Now, of course, I laughed at it,
but it was fine.
It was the 80s.
You almost want them to be bad when you look back.
Agree.
The ages of the lead actors,
Michael J. Fox was 23 when they made this movie.
Stiles was 27.
Jerry Levine was the actor.
Chubby was 26.
How old do you think Mick was?
Like 53?
he's so old.
Shockingly, he was only 27, apparently.
Dude, if you put Mick in a sweater and a little gray in his sideburns,
he could have played Scott's dad in this movie.
Like, easily, no one about it.
He was played by Mark Arnold.
Another one's aged the worst.
There are no black people in this movie.
And the only time we see one is when he became the wolf.
Go on.
And there's this black guy walking down the hallway and the wolf's like,
hey, let's break dance.
Yep.
This was borderline sketchy in 1985.
It is not age well.
It is a classic what's age is the worst.
It's right on the nose.
It's six seconds long.
And in the hallway,
immediately there's breakdancing.
I don't think there's cardboard on the floor,
but it jumped out to me as well.
Oh, Jesus, that's the one moment in the whole movie.
Especially, I mean, we're talking about a sports movie,
basketball, and public high school.
It struck me as wrong as well.
I mentioned, or you mentioned the high school party.
I just had for a what's age of the world.
worst.

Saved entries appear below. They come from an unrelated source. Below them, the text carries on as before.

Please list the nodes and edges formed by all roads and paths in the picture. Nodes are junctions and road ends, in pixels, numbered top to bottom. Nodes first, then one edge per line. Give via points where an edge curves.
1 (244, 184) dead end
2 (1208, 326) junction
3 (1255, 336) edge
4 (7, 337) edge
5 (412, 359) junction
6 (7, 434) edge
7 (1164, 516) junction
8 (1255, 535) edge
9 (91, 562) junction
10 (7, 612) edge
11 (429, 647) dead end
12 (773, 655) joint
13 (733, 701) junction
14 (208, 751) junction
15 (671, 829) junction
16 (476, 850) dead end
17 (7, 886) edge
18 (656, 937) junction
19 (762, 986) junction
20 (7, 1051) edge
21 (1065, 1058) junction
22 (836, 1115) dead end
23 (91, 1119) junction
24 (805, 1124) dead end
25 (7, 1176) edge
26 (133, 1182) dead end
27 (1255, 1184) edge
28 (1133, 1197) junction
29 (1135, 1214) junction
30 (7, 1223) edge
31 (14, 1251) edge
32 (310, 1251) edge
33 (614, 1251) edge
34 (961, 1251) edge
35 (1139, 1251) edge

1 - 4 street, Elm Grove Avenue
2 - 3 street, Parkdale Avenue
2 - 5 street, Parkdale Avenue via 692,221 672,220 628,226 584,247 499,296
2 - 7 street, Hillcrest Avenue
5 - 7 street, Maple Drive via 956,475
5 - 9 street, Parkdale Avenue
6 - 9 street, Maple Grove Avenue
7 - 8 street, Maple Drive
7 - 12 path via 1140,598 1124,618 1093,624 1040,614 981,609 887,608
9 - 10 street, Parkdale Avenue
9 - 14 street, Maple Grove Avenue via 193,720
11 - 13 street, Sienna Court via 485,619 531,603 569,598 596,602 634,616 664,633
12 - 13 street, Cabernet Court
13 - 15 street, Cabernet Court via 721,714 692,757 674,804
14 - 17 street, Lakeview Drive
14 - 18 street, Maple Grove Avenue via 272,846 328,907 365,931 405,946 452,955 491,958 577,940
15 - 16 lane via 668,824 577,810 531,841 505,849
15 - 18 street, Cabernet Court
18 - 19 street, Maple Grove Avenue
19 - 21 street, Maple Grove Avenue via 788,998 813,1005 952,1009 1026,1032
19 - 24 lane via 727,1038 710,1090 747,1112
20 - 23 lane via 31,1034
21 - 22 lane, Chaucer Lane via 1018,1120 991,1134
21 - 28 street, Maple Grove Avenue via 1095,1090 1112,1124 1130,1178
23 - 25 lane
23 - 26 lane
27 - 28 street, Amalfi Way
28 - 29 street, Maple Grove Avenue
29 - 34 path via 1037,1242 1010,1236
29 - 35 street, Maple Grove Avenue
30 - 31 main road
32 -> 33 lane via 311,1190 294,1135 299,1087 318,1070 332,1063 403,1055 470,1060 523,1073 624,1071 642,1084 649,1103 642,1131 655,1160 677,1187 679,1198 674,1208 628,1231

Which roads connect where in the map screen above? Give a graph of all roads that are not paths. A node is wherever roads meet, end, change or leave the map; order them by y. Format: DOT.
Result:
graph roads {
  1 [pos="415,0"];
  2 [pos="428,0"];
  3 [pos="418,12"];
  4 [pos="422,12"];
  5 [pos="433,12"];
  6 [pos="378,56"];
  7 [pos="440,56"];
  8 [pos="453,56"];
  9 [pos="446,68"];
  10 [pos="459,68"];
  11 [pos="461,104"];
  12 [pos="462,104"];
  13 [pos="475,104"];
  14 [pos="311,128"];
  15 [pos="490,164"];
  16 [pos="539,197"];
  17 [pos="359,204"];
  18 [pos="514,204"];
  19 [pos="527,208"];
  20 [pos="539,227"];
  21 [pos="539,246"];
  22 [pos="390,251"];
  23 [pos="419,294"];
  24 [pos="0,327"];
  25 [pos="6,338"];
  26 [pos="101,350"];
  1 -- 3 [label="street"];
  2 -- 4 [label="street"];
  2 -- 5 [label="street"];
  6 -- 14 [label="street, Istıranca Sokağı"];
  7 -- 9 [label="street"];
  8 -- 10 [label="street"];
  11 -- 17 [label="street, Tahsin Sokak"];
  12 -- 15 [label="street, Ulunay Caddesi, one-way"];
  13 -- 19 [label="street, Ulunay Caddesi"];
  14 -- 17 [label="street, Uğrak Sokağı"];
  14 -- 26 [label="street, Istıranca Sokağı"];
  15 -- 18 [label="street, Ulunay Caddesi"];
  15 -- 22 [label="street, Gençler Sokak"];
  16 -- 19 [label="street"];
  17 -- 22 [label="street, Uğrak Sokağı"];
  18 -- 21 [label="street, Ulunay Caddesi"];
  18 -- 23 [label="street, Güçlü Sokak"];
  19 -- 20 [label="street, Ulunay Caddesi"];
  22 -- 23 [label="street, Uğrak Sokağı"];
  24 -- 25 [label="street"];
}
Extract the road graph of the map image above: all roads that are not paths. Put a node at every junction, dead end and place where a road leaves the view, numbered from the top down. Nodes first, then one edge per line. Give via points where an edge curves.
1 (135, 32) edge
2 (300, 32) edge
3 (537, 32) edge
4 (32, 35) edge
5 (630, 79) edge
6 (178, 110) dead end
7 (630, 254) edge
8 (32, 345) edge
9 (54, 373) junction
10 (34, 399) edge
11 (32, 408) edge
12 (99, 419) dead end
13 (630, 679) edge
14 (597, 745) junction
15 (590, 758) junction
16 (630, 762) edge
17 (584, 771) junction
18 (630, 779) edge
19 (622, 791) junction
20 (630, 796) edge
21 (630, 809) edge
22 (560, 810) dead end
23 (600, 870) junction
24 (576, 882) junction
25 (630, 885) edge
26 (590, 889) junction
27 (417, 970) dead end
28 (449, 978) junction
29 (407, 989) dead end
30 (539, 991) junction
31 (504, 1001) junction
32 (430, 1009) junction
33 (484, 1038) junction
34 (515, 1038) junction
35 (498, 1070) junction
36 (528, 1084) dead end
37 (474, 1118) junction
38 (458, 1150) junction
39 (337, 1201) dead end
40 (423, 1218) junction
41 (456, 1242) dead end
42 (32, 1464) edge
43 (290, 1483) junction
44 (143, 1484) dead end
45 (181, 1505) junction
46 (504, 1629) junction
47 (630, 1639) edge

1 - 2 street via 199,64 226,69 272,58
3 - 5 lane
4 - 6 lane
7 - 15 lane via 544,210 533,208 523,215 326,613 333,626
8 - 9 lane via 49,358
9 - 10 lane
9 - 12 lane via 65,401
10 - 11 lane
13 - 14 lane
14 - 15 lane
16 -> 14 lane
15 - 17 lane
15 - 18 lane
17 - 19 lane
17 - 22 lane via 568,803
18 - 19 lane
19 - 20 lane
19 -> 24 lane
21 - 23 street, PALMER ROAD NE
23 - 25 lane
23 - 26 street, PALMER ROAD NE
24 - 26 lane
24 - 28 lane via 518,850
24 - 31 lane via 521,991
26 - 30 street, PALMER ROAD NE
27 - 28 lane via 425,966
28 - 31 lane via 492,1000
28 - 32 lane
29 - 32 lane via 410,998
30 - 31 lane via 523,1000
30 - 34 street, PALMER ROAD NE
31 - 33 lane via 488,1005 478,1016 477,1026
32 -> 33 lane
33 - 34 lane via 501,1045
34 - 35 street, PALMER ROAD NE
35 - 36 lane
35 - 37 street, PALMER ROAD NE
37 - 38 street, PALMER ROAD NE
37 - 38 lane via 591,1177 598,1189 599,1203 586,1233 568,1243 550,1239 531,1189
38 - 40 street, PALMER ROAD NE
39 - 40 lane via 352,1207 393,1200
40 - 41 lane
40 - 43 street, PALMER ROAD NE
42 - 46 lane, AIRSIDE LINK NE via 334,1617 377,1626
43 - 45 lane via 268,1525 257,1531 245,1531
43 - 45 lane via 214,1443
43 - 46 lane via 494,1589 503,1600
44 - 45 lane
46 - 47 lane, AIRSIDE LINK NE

I still don't know what the two people were doing on the floor. What were they writhing in?
Maybe whipped cream or something or mayonnaise. It seemed to be some sort of white creamy substance,
something gross. But I don't get the game either. It was kind of borderline eyes wide shut.
Another what's age the worst is just a hard thing to explain unless you're from the generation.
This was an 80s trope. You made the joke earlier about how he picks Boof over Pamela and
in real life, anyone speaking Pamela.
This happens over and over again in 80s movies
because you had Secret Admireer,
see Thomas Howell,
doesn't realize Lori Laughlin's in love with him the whole movie,
and he's all he wants to do is be with Kelly Preston,
who is the best-looking actress of the 80s,
and eventually, and now he has to be Lori Laughlin.
Some kind of wonderful,
you'd marry Stuart Masterson is the short-haired chauffeur,
but the guy's in love with Leah Thompson,
who's a legend and then realizes at the end,
it was an over and over again,
this 80s theme of,
I see this object of affection that's so hot,
and I don't see what's right in front of me.
And they just made that over and over and over again,
and this was right in the wheelhouse of it.
They made that a million times,
and I also think that Can't Buy Me Love storyline
was just like this,
where someone gets cool all of a sudden by artificial means
and then forgets who they are
and they have someone dragging him back.
My problem with that is that, like,
correct me if I'm wrong, Bill.
Was Scott even that much of an asshole as a wolf?
Like, he got this hot girl, he's in the play,
he's scoring 40 points a night.
It's not like you can't find me love
where they literally shit on the guy's house.
Right.
Ronald Miller took a bad turn and lost touch with himself.
Scott's just having a good time.
He's been beat up.
He lost his mom, and like,
he just let the guy have some basketball on it and make out a little bit.
Boof's just constantly bringing him down.
I don't see the crime he committed.
Boof is definitely an homage to Adrian Balboa, the all-time wet blanket sports movie character.
It's just like you had to have her in there.
Another, what stage is the worst.
I'm going to read you some of the lyrics to win in the end by Mark Saifan.
This is how it starts.
This is really incredible.
I was down to zero, still an unsung hero, waiting for my ship to come to shore.
I stood empty-handed like a seagull stranded.
watching all the other seagulls soar.
It's like, all right, we get it, dude.
Rough times.
No, he's going to keep going.
I was slowly losing hope, twisting frayed ends of the rope in a suicidal fantasy.
I was going to extremes, losing sight of all my dreams again.
I never thought I'd win.
I was blinded by the pain, running wild through the rain.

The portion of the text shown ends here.